»»

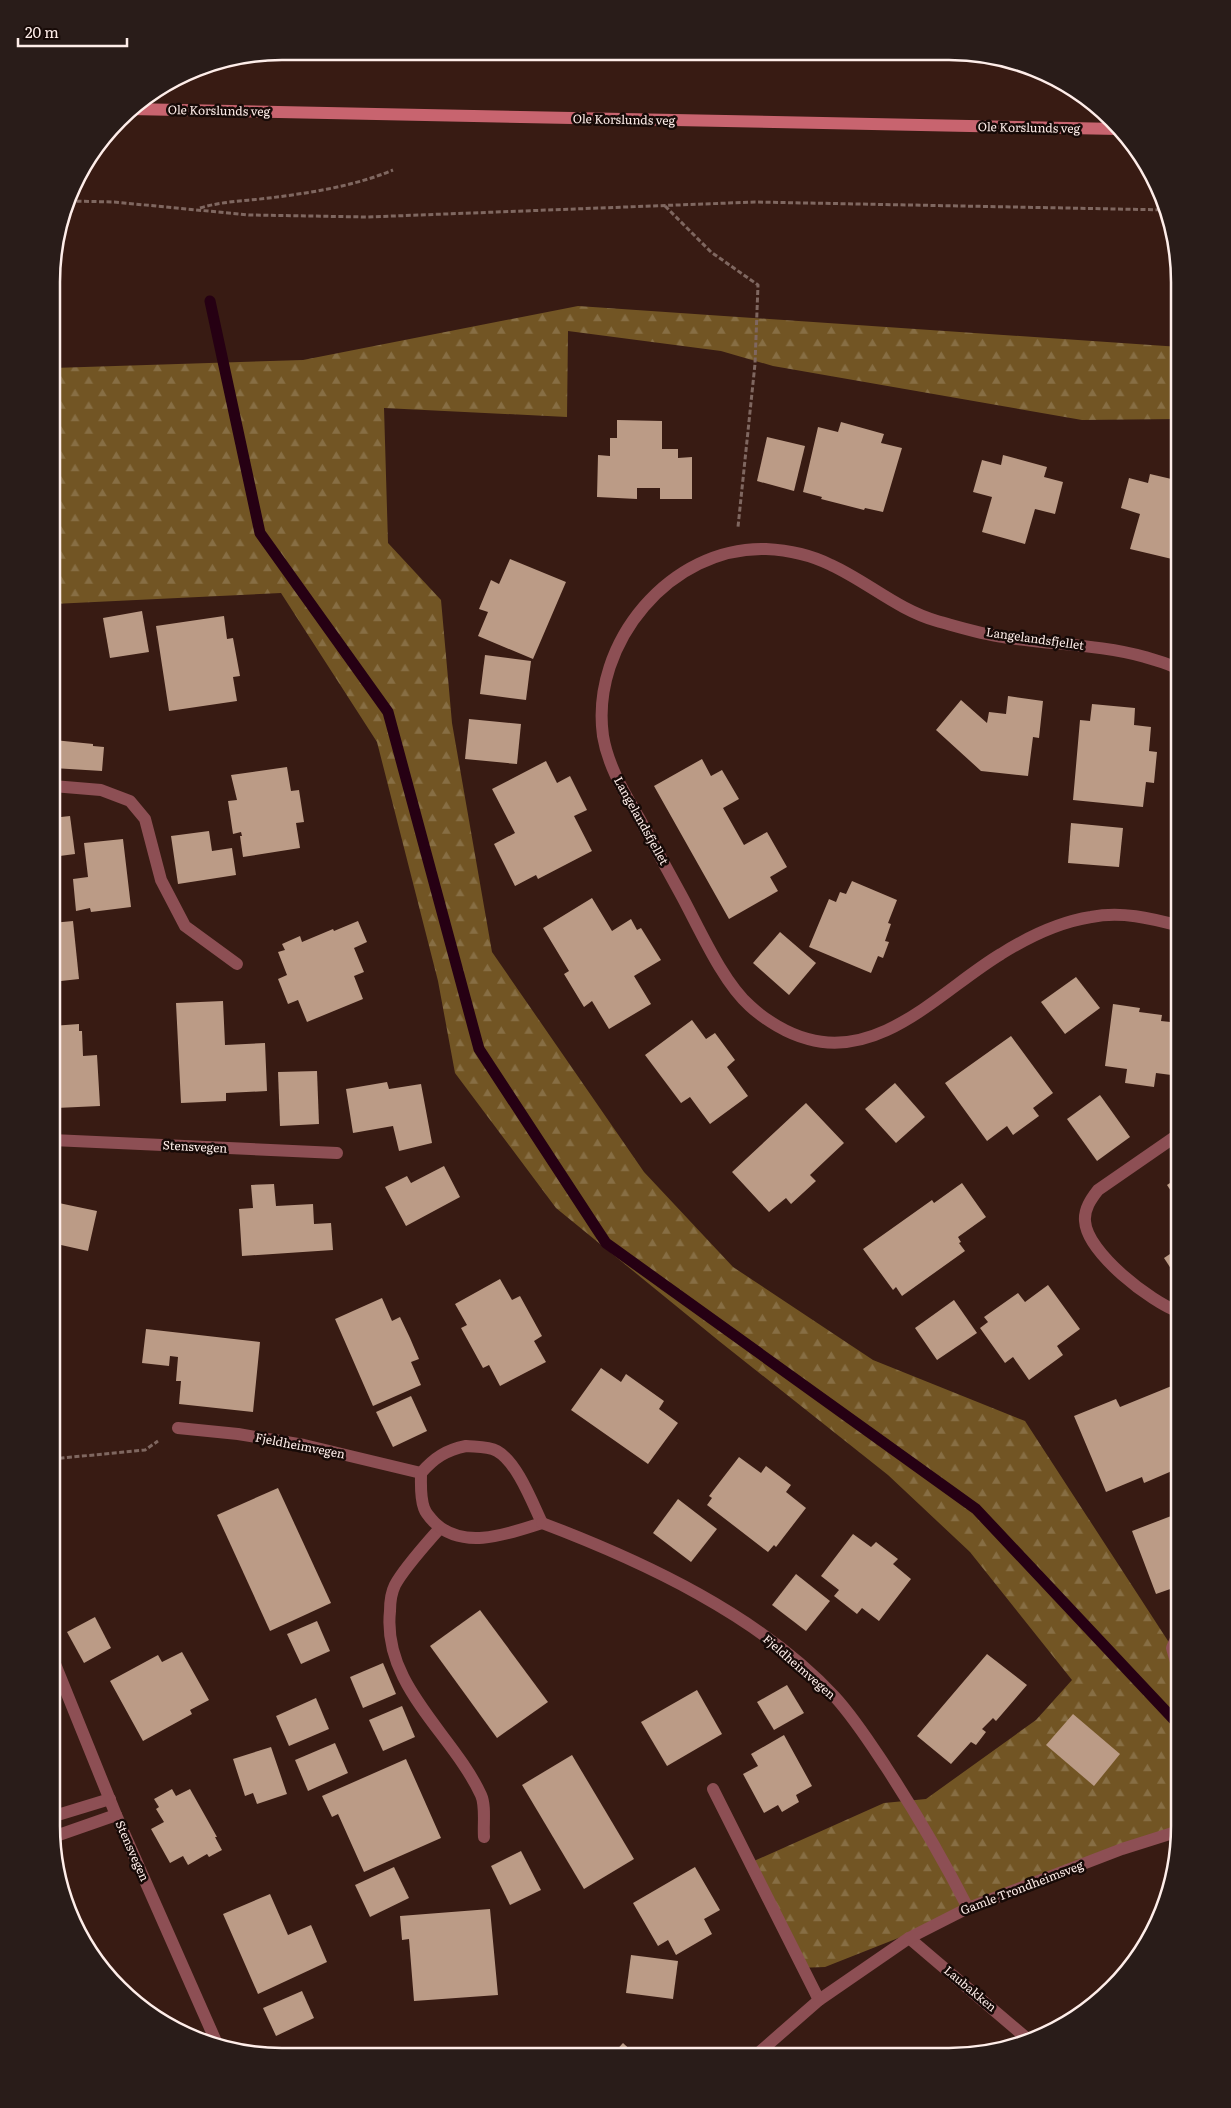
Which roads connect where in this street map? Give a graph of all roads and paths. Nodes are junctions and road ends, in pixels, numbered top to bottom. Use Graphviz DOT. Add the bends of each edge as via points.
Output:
graph roads {
  1 [pos="143,109"];
  2 [pos="1109,129"];
  3 [pos="393,170"];
  4 [pos="76,201"];
  5 [pos="665,205"];
  6 [pos="197,209"];
  7 [pos="1159,210"];
  8 [pos="736,552"];
  9 [pos="1171,665"];
  10 [pos="60,787"];
  11 [pos="1171,924"];
  12 [pos="237,964"];
  13 [pos="60,1140"];
  14 [pos="1171,1140"];
  15 [pos="337,1153"];
  16 [pos="1171,1309"];
  17 [pos="178,1428"];
  18 [pos="60,1459"];
  19 [pos="421,1473"];
  20 [pos="542,1523"];
  21 [pos="440,1528"];
  22 [pos="60,1674"];
  23 [pos="712,1788"];
  24 [pos="110,1799"];
  25 [pos="60,1814"];
  26 [pos="116,1815"];
  27 [pos="1171,1834"];
  28 [pos="60,1835"];
  29 [pos="484,1837"];
  30 [pos="968,1908"];
  31 [pos="909,1938"];
  32 [pos="820,2000"];
  33 [pos="1024,2035"];
  34 [pos="214,2037"];
  35 [pos="768,2048"];
  1 -- 2 [label="street, Ole Korslunds veg"];
  3 -- 6 [label="path" via="330,187 270,198 216,203"];
  4 -- 6 [label="path"];
  5 -- 6 [label="path" via="368,217 249,215"];
  5 -- 7 [label="path" via="755,202"];
  5 -- 8 [label="path" via="711,252 758,285 755,364"];
  8 -- 9 [label="street, Langelandsfjellet" via="764,549 795,552 831,565 901,606 933,620 1002,637 1122,651"];
  8 -- 11 [label="street, Langelandsfjellet" via="699,564 666,584 642,607 624,635 609,668 602,704 604,738 615,775 724,974 748,1005 778,1026 808,1039 838,1044 872,1036 913,1017 1000,954 1049,928 1093,916 1138,915"];
  10 -- 12 [label="street" via="102,790 130,801 145,819 161,880 185,926"];
  13 -- 15 [label="street, Stensvegen"];
  14 -- 16 [label="street" via="1098,1190 1089,1201 1085,1219 1094,1245 1121,1274"];
  17 -- 18 [label="path" via="145,1450"];
  17 -- 19 [label="street, Fjeldheimvegen" via="304,1445"];
  19 -- 20 [label="street" via="442,1453 454,1449 466,1446 496,1450 506,1458 521,1481"];
  19 -- 21 [label="street" via="424,1510"];
  20 -- 21 [label="street" via="497,1536 469,1538"];
  20 -- 30 [label="street, Fjeldheimvegen" via="591,1541 709,1601 769,1639 808,1672 856,1722 919,1818"];
  21 -- 29 [label="street" via="395,1585 389,1616 390,1634 393,1652 410,1688 463,1762 482,1797"];
  22 -- 24 [label="street, Stensvegen"];
  23 -- 32 [label="street"];
  24 -- 25 [label="street"];
  24 -- 26 [label="street, Stensvegen"];
  26 -- 28 [label="street"];
  26 -- 34 [label="street, Stensvegen"];
  27 -- 30 [label="street, Gamle Trondheimsveg"];
  30 -- 31 [label="street, Gamle Trondheimsveg"];
  31 -- 32 [label="street, Gamle Trondheimsveg"];
  31 -- 33 [label="street, Laubakken"];
  32 -- 35 [label="street, Gamle Trondheimsveg"];
}
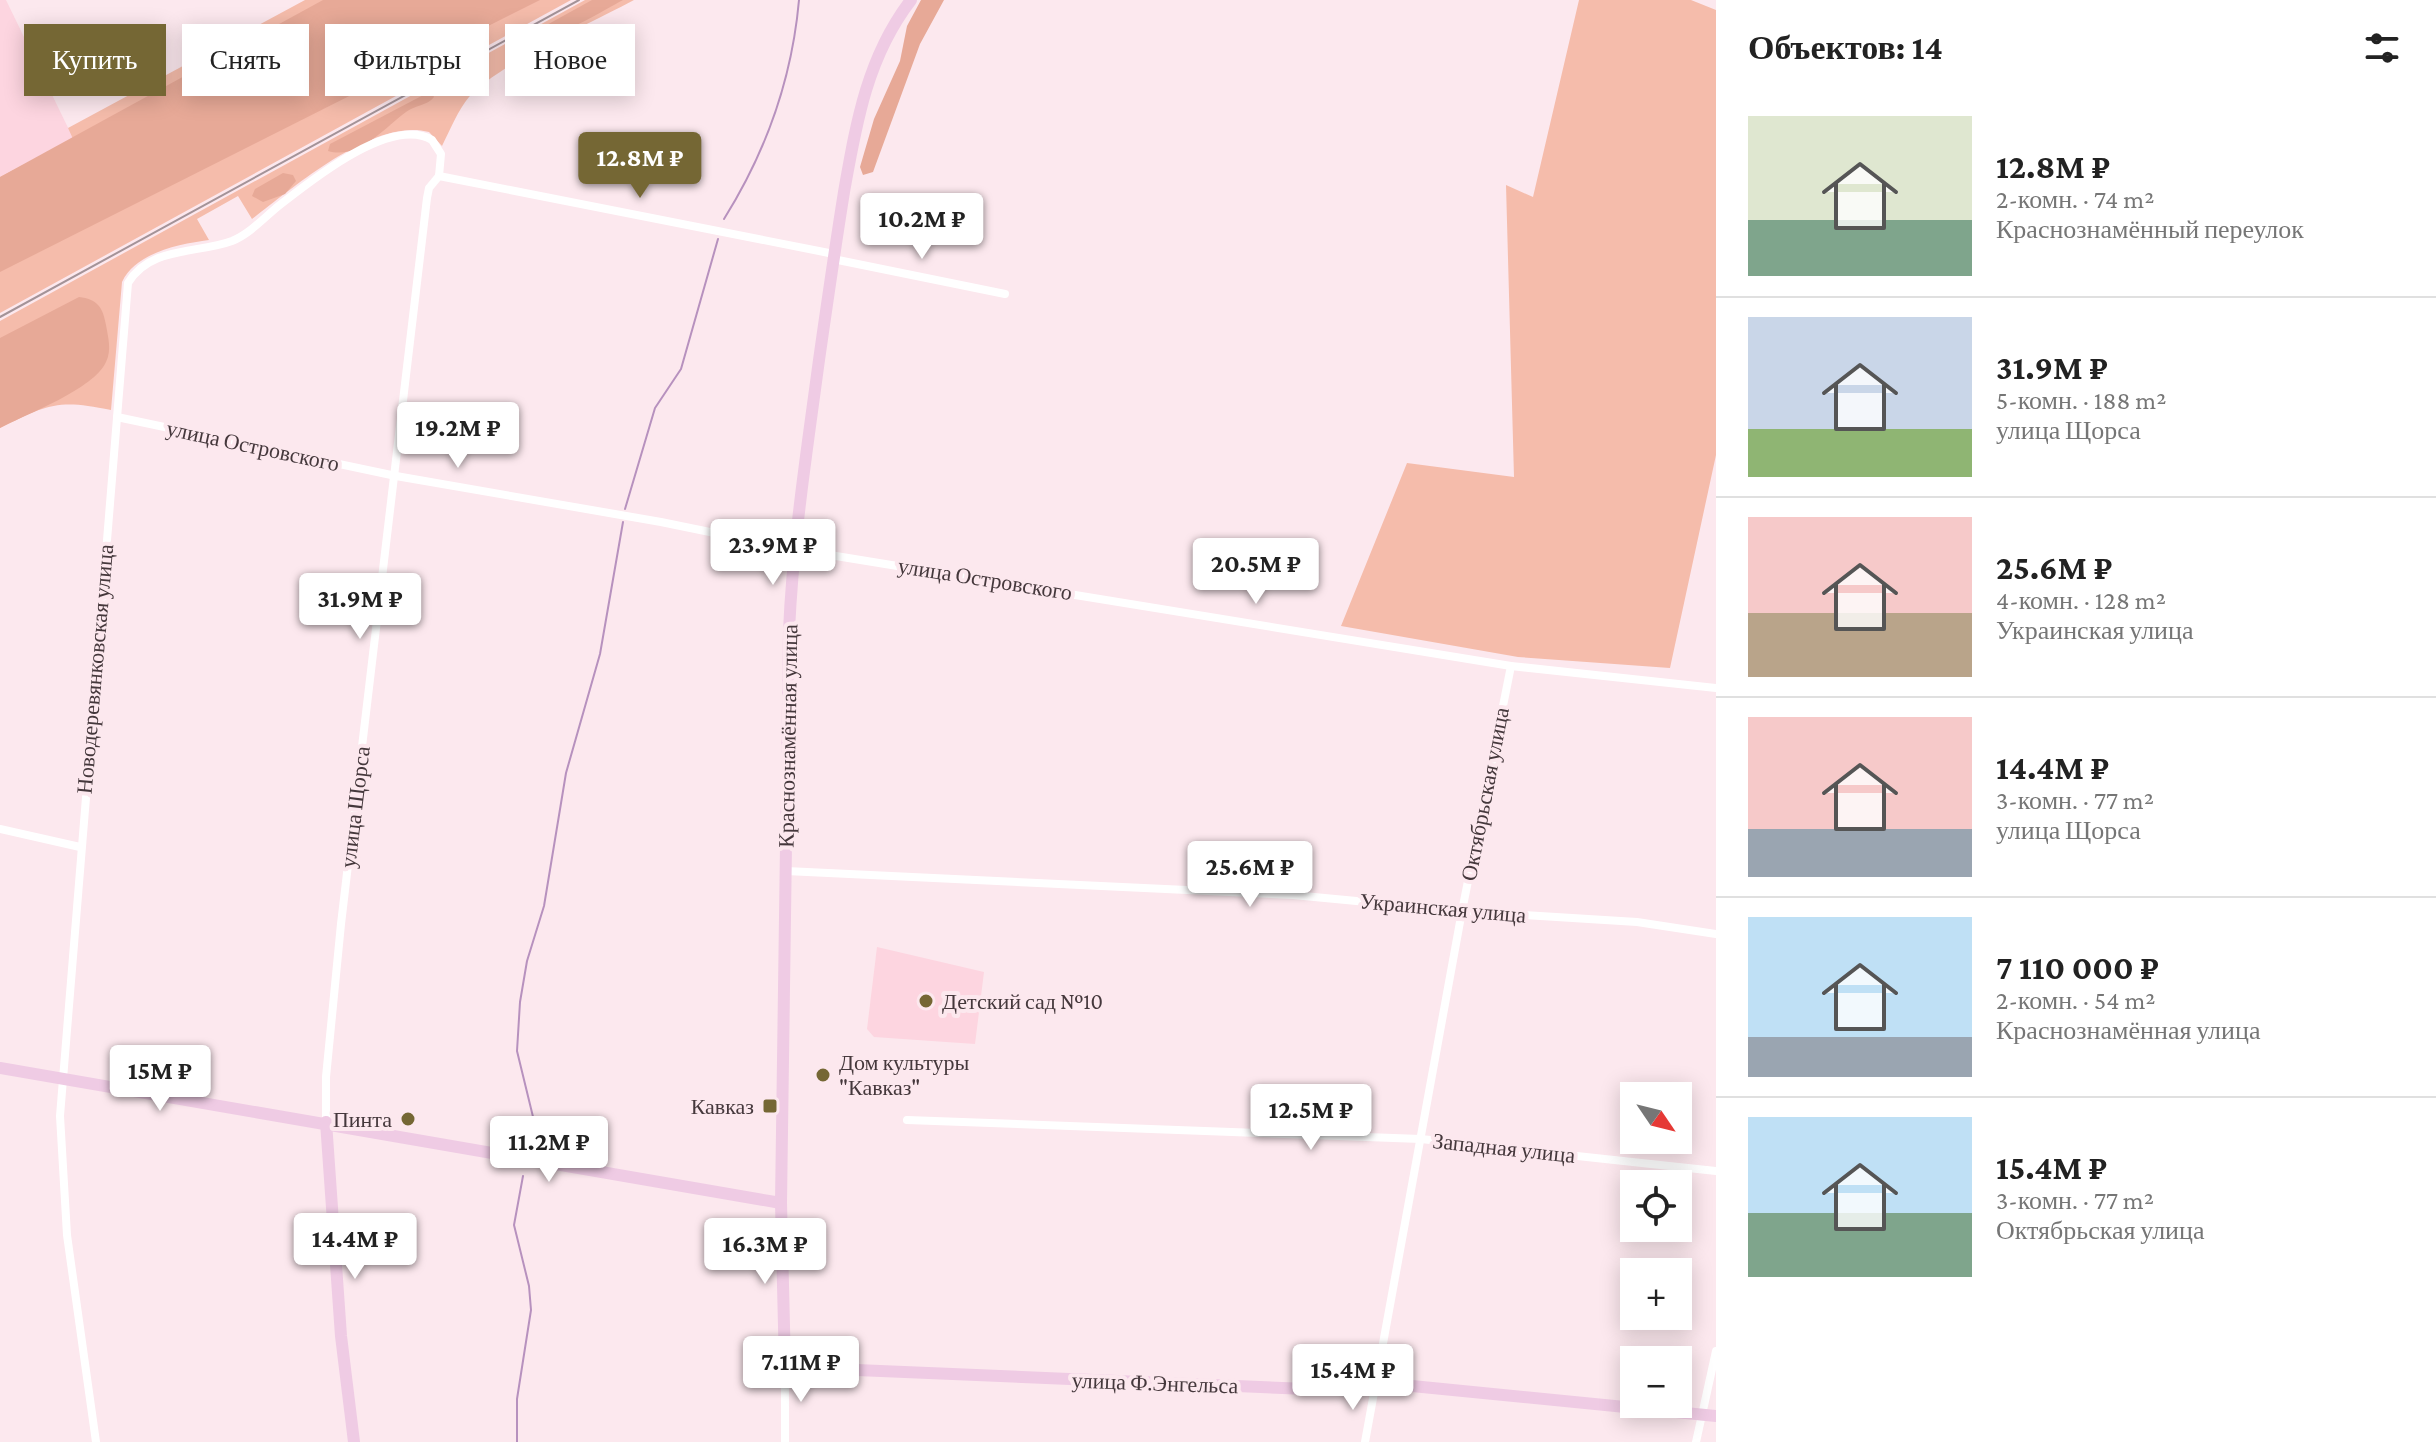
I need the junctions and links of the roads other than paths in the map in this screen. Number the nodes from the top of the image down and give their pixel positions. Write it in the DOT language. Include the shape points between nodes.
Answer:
graph roads {
  1 [pos="911,0"];
  2 [pos="439,176"];
  3 [pos="833,257"];
  4 [pos="1005,294"];
  5 [pos="117,417"];
  6 [pos="396,476"];
  7 [pos="793,549"];
  8 [pos="1511,666"];
  9 [pos="1716,688"];
  10 [pos="0,829"];
  11 [pos="80,847"];
  12 [pos="786,871"];
  13 [pos="1462,911"];
  14 [pos="1716,934"];
  15 [pos="0,1068"];
  16 [pos="61,1079"];
  17 [pos="907,1120"];
  18 [pos="326,1122"];
  19 [pos="1421,1139"];
  20 [pos="1716,1171"];
  21 [pos="781,1203"];
  22 [pos="1716,1351"];
  23 [pos="785,1367"];
  24 [pos="1374,1387"];
  25 [pos="1709,1415"];
  26 [pos="96,1442"];
  27 [pos="354,1442"];
  28 [pos="785,1442"];
  29 [pos="1365,1442"];
  30 [pos="1696,1442"];
  1 -- 3 [label="main road, Краснознамённая улица" via="865,89"];
  2 -- 3 [label="street"];
  2 -- 5 [label="street, Новодеревянковская улица" via="441,154 432,140 416,134 384,140 320,174 235,240 181,250 142,267 125,295"];
  2 -- 6 [label="street, улица Щорса" via="427,198"];
  3 -- 4 [label="street"];
  3 -- 7 [label="main road, Краснознамённая улица"];
  5 -- 6 [label="street, улица Островского"];
  5 -- 11 [label="street, Новодеревянковская улица"];
  6 -- 7 [label="street, улица Островского"];
  6 -- 18 [label="street, улица Щорса" via="341,924"];
  7 -- 8 [label="street, улица Островского"];
  7 -- 12 [label="main road, Краснознамённая улица"];
  8 -- 9 [label="street, улица Островского"];
  8 -- 13 [label="street, Октябрьская улица"];
  10 -- 11 [label="street"];
  11 -- 16 [label="street, Новодеревянковская улица"];
  12 -- 13 [label="street, Украинская улица" via="1293,895"];
  12 -- 21 [label="main road, Краснознамённая улица"];
  13 -- 14 [label="street, Украинская улица" via="1637,922"];
  13 -- 19 [label="street, Октябрьская улица"];
  15 -- 16 [label="main road"];
  16 -- 18 [label="main road"];
  16 -- 26 [label="street, Новодеревянковская улица" via="67,1235"];
  17 -- 19 [label="street, Западная улица"];
  18 -- 21 [label="main road" via="441,1147"];
  18 -- 27 [label="main road, улица Щорса"];
  19 -- 20 [label="street, Западная улица"];
  19 -- 24 [label="street, Октябрьская улица"];
  21 -- 23 [label="main road, Краснознамённая улица"];
  22 -- 25 [label="street"];
  23 -- 24 [label="main road, улица Ф.Энгельса" via="1331,1390"];
  23 -- 28 [label="street, Краснознамённая улица"];
  24 -- 25 [label="main road, улица Ф.Энгельса" via="1402,1385"];
  24 -- 29 [label="street, Октябрьская улица"];
  25 -- 30 [label="street"];
}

««

What is being asked => Leave out the pictures and output the rest of the records exactly.

Written solution =>
Which roads connect where in this street map? Give a graph of all roads and paths. Nodes are junctions and road ends, in pixels, numbered top to bottom. Use Graphviz DOT. Add the bends of each edge as via points.
Output:
graph roads {
  1 [pos="143,109"];
  2 [pos="1109,129"];
  3 [pos="393,170"];
  4 [pos="76,201"];
  5 [pos="665,205"];
  6 [pos="197,209"];
  7 [pos="1159,210"];
  8 [pos="736,552"];
  9 [pos="1171,665"];
  10 [pos="60,787"];
  11 [pos="1171,924"];
  12 [pos="237,964"];
  13 [pos="60,1140"];
  14 [pos="1171,1140"];
  15 [pos="337,1153"];
  16 [pos="1171,1309"];
  17 [pos="178,1428"];
  18 [pos="60,1459"];
  19 [pos="421,1473"];
  20 [pos="542,1523"];
  21 [pos="440,1528"];
  22 [pos="60,1674"];
  23 [pos="712,1788"];
  24 [pos="110,1799"];
  25 [pos="60,1814"];
  26 [pos="116,1815"];
  27 [pos="1171,1834"];
  28 [pos="60,1835"];
  29 [pos="484,1837"];
  30 [pos="968,1908"];
  31 [pos="909,1938"];
  32 [pos="820,2000"];
  33 [pos="1024,2035"];
  34 [pos="214,2037"];
  35 [pos="768,2048"];
  1 -- 2 [label="street, Ole Korslunds veg"];
  3 -- 6 [label="path" via="330,187 270,198 216,203"];
  4 -- 6 [label="path"];
  5 -- 6 [label="path" via="368,217 249,215"];
  5 -- 7 [label="path" via="755,202"];
  5 -- 8 [label="path" via="711,252 758,285 755,364"];
  8 -- 9 [label="street, Langelandsfjellet" via="764,549 795,552 831,565 901,606 933,620 1002,637 1122,651"];
  8 -- 11 [label="street, Langelandsfjellet" via="699,564 666,584 642,607 624,635 609,668 602,704 604,738 615,775 724,974 748,1005 778,1026 808,1039 838,1044 872,1036 913,1017 1000,954 1049,928 1093,916 1138,915"];
  10 -- 12 [label="street" via="102,790 130,801 145,819 161,880 185,926"];
  13 -- 15 [label="street, Stensvegen"];
  14 -- 16 [label="street" via="1098,1190 1089,1201 1085,1219 1094,1245 1121,1274"];
  17 -- 18 [label="path" via="145,1450"];
  17 -- 19 [label="street, Fjeldheimvegen" via="304,1445"];
  19 -- 20 [label="street" via="442,1453 454,1449 466,1446 496,1450 506,1458 521,1481"];
  19 -- 21 [label="street" via="424,1510"];
  20 -- 21 [label="street" via="497,1536 469,1538"];
  20 -- 30 [label="street, Fjeldheimvegen" via="591,1541 709,1601 769,1639 808,1672 856,1722 919,1818"];
  21 -- 29 [label="street" via="395,1585 389,1616 390,1634 393,1652 410,1688 463,1762 482,1797"];
  22 -- 24 [label="street, Stensvegen"];
  23 -- 32 [label="street"];
  24 -- 25 [label="street"];
  24 -- 26 [label="street, Stensvegen"];
  26 -- 28 [label="street"];
  26 -- 34 [label="street, Stensvegen"];
  27 -- 30 [label="street, Gamle Trondheimsveg"];
  30 -- 31 [label="street, Gamle Trondheimsveg"];
  31 -- 32 [label="street, Gamle Trondheimsveg"];
  31 -- 33 [label="street, Laubakken"];
  32 -- 35 [label="street, Gamle Trondheimsveg"];
}
I need the junctions and links of the roads other than paths in the map in this screen. Number the nodes from the top of the image down and give their pixel positions. Write it in the DOT language. Include the shape points between nodes.
Answer:
graph roads {
  1 [pos="911,0"];
  2 [pos="439,176"];
  3 [pos="833,257"];
  4 [pos="1005,294"];
  5 [pos="117,417"];
  6 [pos="396,476"];
  7 [pos="793,549"];
  8 [pos="1511,666"];
  9 [pos="1716,688"];
  10 [pos="0,829"];
  11 [pos="80,847"];
  12 [pos="786,871"];
  13 [pos="1462,911"];
  14 [pos="1716,934"];
  15 [pos="0,1068"];
  16 [pos="61,1079"];
  17 [pos="907,1120"];
  18 [pos="326,1122"];
  19 [pos="1421,1139"];
  20 [pos="1716,1171"];
  21 [pos="781,1203"];
  22 [pos="1716,1351"];
  23 [pos="785,1367"];
  24 [pos="1374,1387"];
  25 [pos="1709,1415"];
  26 [pos="96,1442"];
  27 [pos="354,1442"];
  28 [pos="785,1442"];
  29 [pos="1365,1442"];
  30 [pos="1696,1442"];
  1 -- 3 [label="main road, Краснознамённая улица" via="865,89"];
  2 -- 3 [label="street"];
  2 -- 5 [label="street, Новодеревянковская улица" via="441,154 432,140 416,134 384,140 320,174 235,240 181,250 142,267 125,295"];
  2 -- 6 [label="street, улица Щорса" via="427,198"];
  3 -- 4 [label="street"];
  3 -- 7 [label="main road, Краснознамённая улица"];
  5 -- 6 [label="street, улица Островского"];
  5 -- 11 [label="street, Новодеревянковская улица"];
  6 -- 7 [label="street, улица Островского"];
  6 -- 18 [label="street, улица Щорса" via="341,924"];
  7 -- 8 [label="street, улица Островского"];
  7 -- 12 [label="main road, Краснознамённая улица"];
  8 -- 9 [label="street, улица Островского"];
  8 -- 13 [label="street, Октябрьская улица"];
  10 -- 11 [label="street"];
  11 -- 16 [label="street, Новодеревянковская улица"];
  12 -- 13 [label="street, Украинская улица" via="1293,895"];
  12 -- 21 [label="main road, Краснознамённая улица"];
  13 -- 14 [label="street, Украинская улица" via="1637,922"];
  13 -- 19 [label="street, Октябрьская улица"];
  15 -- 16 [label="main road"];
  16 -- 18 [label="main road"];
  16 -- 26 [label="street, Новодеревянковская улица" via="67,1235"];
  17 -- 19 [label="street, Западная улица"];
  18 -- 21 [label="main road" via="441,1147"];
  18 -- 27 [label="main road, улица Щорса"];
  19 -- 20 [label="street, Западная улица"];
  19 -- 24 [label="street, Октябрьская улица"];
  21 -- 23 [label="main road, Краснознамённая улица"];
  22 -- 25 [label="street"];
  23 -- 24 [label="main road, улица Ф.Энгельса" via="1331,1390"];
  23 -- 28 [label="street, Краснознамённая улица"];
  24 -- 25 [label="main road, улица Ф.Энгельса" via="1402,1385"];
  24 -- 29 [label="street, Октябрьская улица"];
  25 -- 30 [label="street"];
}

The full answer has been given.